Fix the issue #3745, the code book generation for OutputCodeClassifier #3768

queqichao · 2014-10-13T20:37:41Z

Change the process of generating output code for OutputCodeClassifier. The process is to draw subsets of the exhaustive code book, see [1], multiple times and pick the one that give largest hamming distances between classes.
Change the default value of code_size from 1.5 to 1. 1.5 is problematic. For example when n_classes = 3, the size of exhaustive code book is 3, so 1.5 for code_size is not possible.
Add test case.
Update the document.

[1] Thomas G. Dietterich, Ghulum Bakiri. Solving Multiclass Learning Problems via Error-Correcting Output Codes

+ Add test case. + Update the document.

coveralls · 2014-10-13T20:50:46Z

Coverage increased (+0.0%) when pulling 9565a2a on queqichao:multiclass_code_book_fix into 031a3fc on scikit-learn:master.

arjoly · 2014-10-14T08:05:53Z

Can you preserve the previous strategy? We need to remain backward compatible.

queqichao · 2014-10-14T12:34:12Z

@arjoly I didn't the change the interface actually. The only place that could potentially cause backward compatibility issue is that when code_size is not in the correct range, it will give ValueError.

To resolve this, there are 2 things I can do:
(1) keep old method as the default one, and add option use the new methods. However, the old one is sub optimal and inefficient. I do not think using it as default is good for OutputCodeClassifier.
(2) I can use the old method, when the code_size is not in the correct range for the new one. When this happens, instead of giving a Error, the program could still run, and maybe output some deprecated information.

Please give me your thought. Thanks.

arjoly · 2014-10-14T12:58:45Z

Being backward compatible also means that you are still able to reproduce results from past experiments with the current version of scikit-learn.

What do you think of having a new constructor parameter called strategy which would able to select between the previous strategy and the one that you implemented through a string? By default, there could be an "auto" option to have automatically a good choice.

queqichao · 2014-10-14T13:20:26Z

I can add an extra parameter strategy to the constructor. By "auto" do you mean setting the default value of "strategy" to be the old strategy. Of course I can do this, but as I mentioned before, the old one is not a very good method. One example case is that for iris in the example code, there are 3 classes, [1,2,3], the exhaustive code would be
[[1, 1, 1],
[0, 0, 1],
[0, 1, 0],
each row is the code for one class, and column corresponds to a binary classification problem. Any other extra columns will be complement of the existing columns, thus gives the same binary classification problem. In this case, code_size could not be larger than 1, which is allowed by the old strategy.

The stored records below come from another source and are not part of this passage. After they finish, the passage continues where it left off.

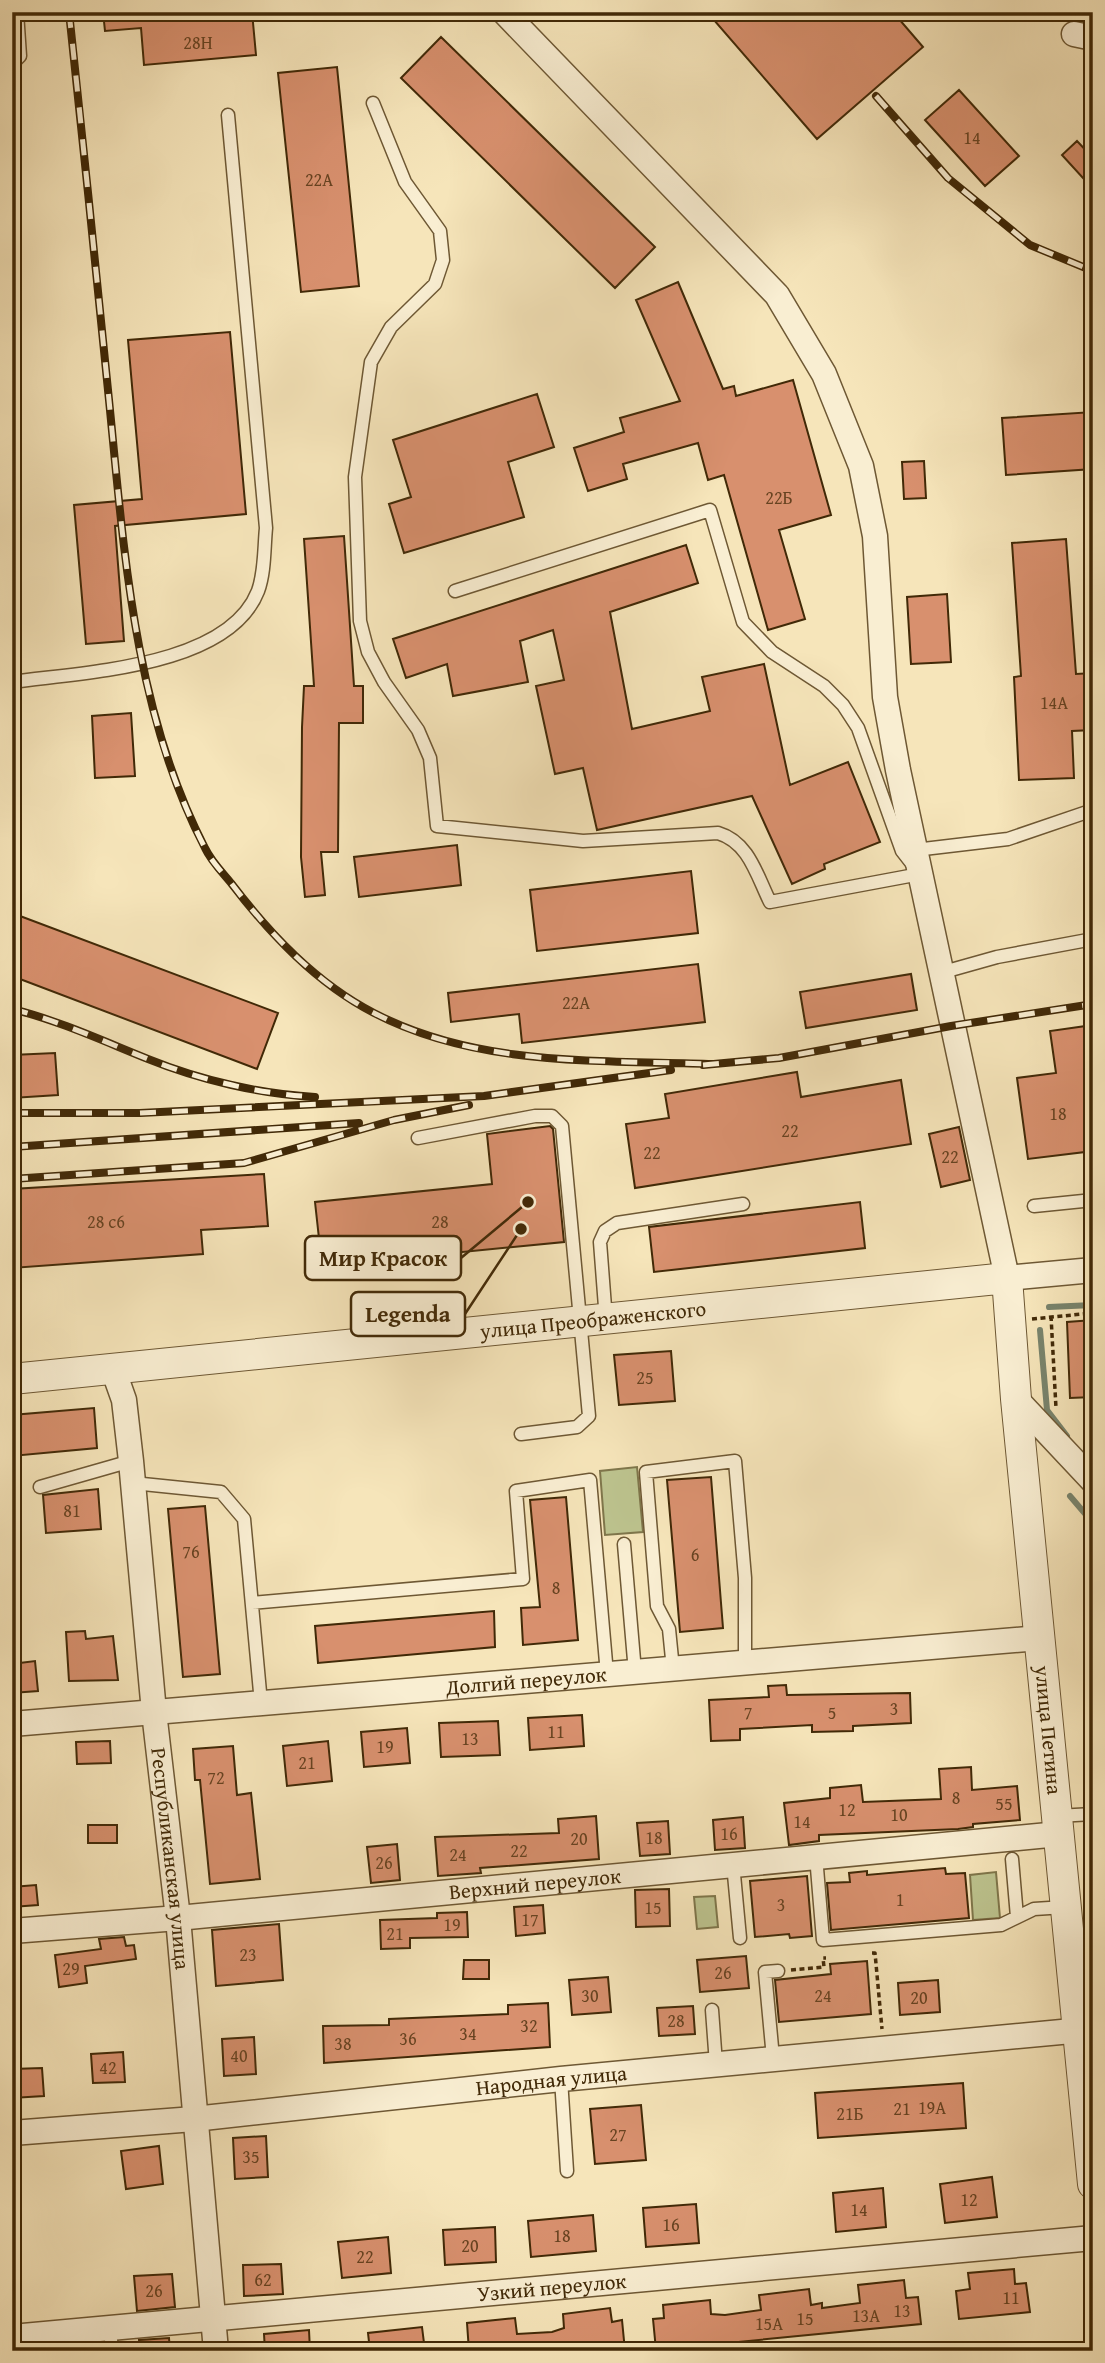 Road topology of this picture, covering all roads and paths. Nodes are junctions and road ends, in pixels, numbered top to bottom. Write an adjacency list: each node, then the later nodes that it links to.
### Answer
1 (17, 12): 3 (lane)
2 (504, 12): 9 (street)
3 (12, 64)
4 (373, 103): 9 (lane)
5 (228, 115): 7 (lane)
6 (455, 591): 9 (lane)
7 (12, 682)
8 (1093, 810): 9 (lane)
9 (917, 862): 11 (street)
10 (1093, 939): 11 (lane)
11 (940, 973): 17 (street)
12 (418, 1138): 19 (lane)
13 (1093, 1200): 15 (lane)
14 (743, 1204): 19 (lane)
15 (1034, 1206)
16 (1093, 1269): 17 (street, улица Преображенского)
17 (1007, 1278): 19 (street, улица Преображенского); 22 (street, улица Петина)
18 (1093, 1313): 23 (path)
19 (593, 1322): 20 (street, улица Преображенского); 24 (lane)
20 (113, 1369): 21 (street, улица Преображенского); 25 (street, Республиканская улица)
21 (12, 1379)
22 (1016, 1399): 26 (street); 30 (street, улица Петина)
23 (1056, 1412)
24 (521, 1434)
25 (132, 1472): 27 (lane); 29 (lane); 36 (street, Республиканская улица)
26 (1093, 1481)
27 (40, 1487)
28 (624, 1544): 33 (lane)
29 (252, 1603): 34 (lane); 35 (lane)
30 (1039, 1638): 31 (street, Долгий переулок); 39 (street, улица Петина)
31 (745, 1663): 32 (street, Долгий переулок); 32 (lane)
32 (673, 1669): 33 (street, Долгий переулок)
33 (635, 1672): 34 (street, Долгий переулок)
34 (607, 1674): 35 (street, Долгий переулок)
35 (261, 1703): 36 (street, Долгий переулок)
36 (154, 1712): 37 (street, Долгий переулок); 45 (street, Республиканская улица)
37 (12, 1724)
38 (1093, 1814): 39 (lane)
39 (1058, 1825): 40 (street, Верхний переулок); 43 (street, улица Петина)
40 (816, 1856): 42 (street, Верхний переулок); 44 (lane)
41 (1012, 1859): 44 (lane)
42 (733, 1864): 45 (street, Верхний переулок); 47 (lane)
43 (1065, 1907): 44 (lane); 52 (street, улица Петина)
44 (1017, 1917)
45 (178, 1918): 46 (street, Верхний переулок); 57 (street, Республиканская улица)
46 (12, 1931)
47 (740, 1938)
48 (862, 1954): 53 (path)
49 (836, 1957): 50 (path)
50 (778, 1971): 54 (lane)
51 (712, 2010): 55 (lane)
52 (1085, 2030): 53 (street, Народная улица); 60 (street, улица Петина)
53 (883, 2049): 54 (street, Народная улица)
54 (773, 2058): 55 (street, Народная улица)
55 (716, 2064): 56 (street, Народная улица)
56 (561, 2079): 57 (street, Народная улица); 59 (lane)
57 (194, 2119): 58 (street, Народная улица); 62 (street, Республиканская улица)
58 (12, 2133)
59 (567, 2171)
60 (1093, 2184)
61 (1093, 2238): 62 (street, Узкий переулок)
62 (212, 2318): 63 (street, Узкий переулок); 65 (street, Республиканская улица)
63 (111, 2339): 64 (street, Узкий переулок)
64 (19, 2342)
65 (216, 2351)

The new method only samples subset from the exhaustive code book, which has 2^(n_class-1)-1 columns. I admit that the choice of code_size becomes a little bit more tricky.

So what I would like to do is to set the default strategy to be the new strategy, but still keep the old strategy if old user does not change their code. Do you have any idea how this could be achieved?

arjoly · 2014-10-14T13:35:24Z

By 'auto', I mean that it would always choose a not too bad choice for the user, i.e. select the old or new strategy depending on the code size.

…w user choosing the coding strategy.

queqichao · 2014-10-14T17:58:58Z

@arjoly I just keep the old strategy, and add an extra parameter in the constructor to allow user to choose the coding strategy.

arjoly · 2014-10-15T07:39:35Z

sklearn/multiclass.py

@@ -625,6 +631,13 @@ class OutputCodeClassifier(BaseEstimator, ClassifierMixin, MetaEstimatorMixin):
        If 1 is given, no parallel computing code is used at all, which is
        useful for debugging. For n_jobs below -1, (n_cpus + 1 + n_jobs) are
        used. Thus for n_jobs = -2, all CPUs but one are used.
+    coding_strategy : str, optional, default: None


strategy would be consistent with the dummy estimators.

What is the meaning of None?

Instead of None, could it be auto for the automatic strategy?

In case of None it will use an auto strategy inside, so maybe auto is better in terms of readability.

arjoly · 2014-10-15T08:00:29Z

Can you add tests that ensure that each codebook follows the property said in the documentation?

arjoly · 2014-10-15T08:01:46Z

sklearn/multiclass.py

+        elif self.coding_strategy == "opt_column_selection":
+            self._opt_column_selection_code_book(random_state, code_size_)
+        else:
+            raise ValueError("Unknown coding strategy %r" % self.coding_strategy)


Can you give all the possible strategy to the user?

queqichao · 2014-10-16T19:43:51Z

Hi, @arjoly Thanks for your comments and I addressed them in the new version.

arjoly · 2014-10-17T12:07:46Z

sklearn/multiclass.py

+    dist = 0
+    for k in range(max_iter):
+        p = random_state.permutation(max_code_size)
+        tmp_code_book = (p[:code_size, None] + max_code_size+1 & (1 << np.arange(n_classes-1, -1, -1)) > 0).astype(int).T


Could you cut this in several line? It's a bit hard to read for now.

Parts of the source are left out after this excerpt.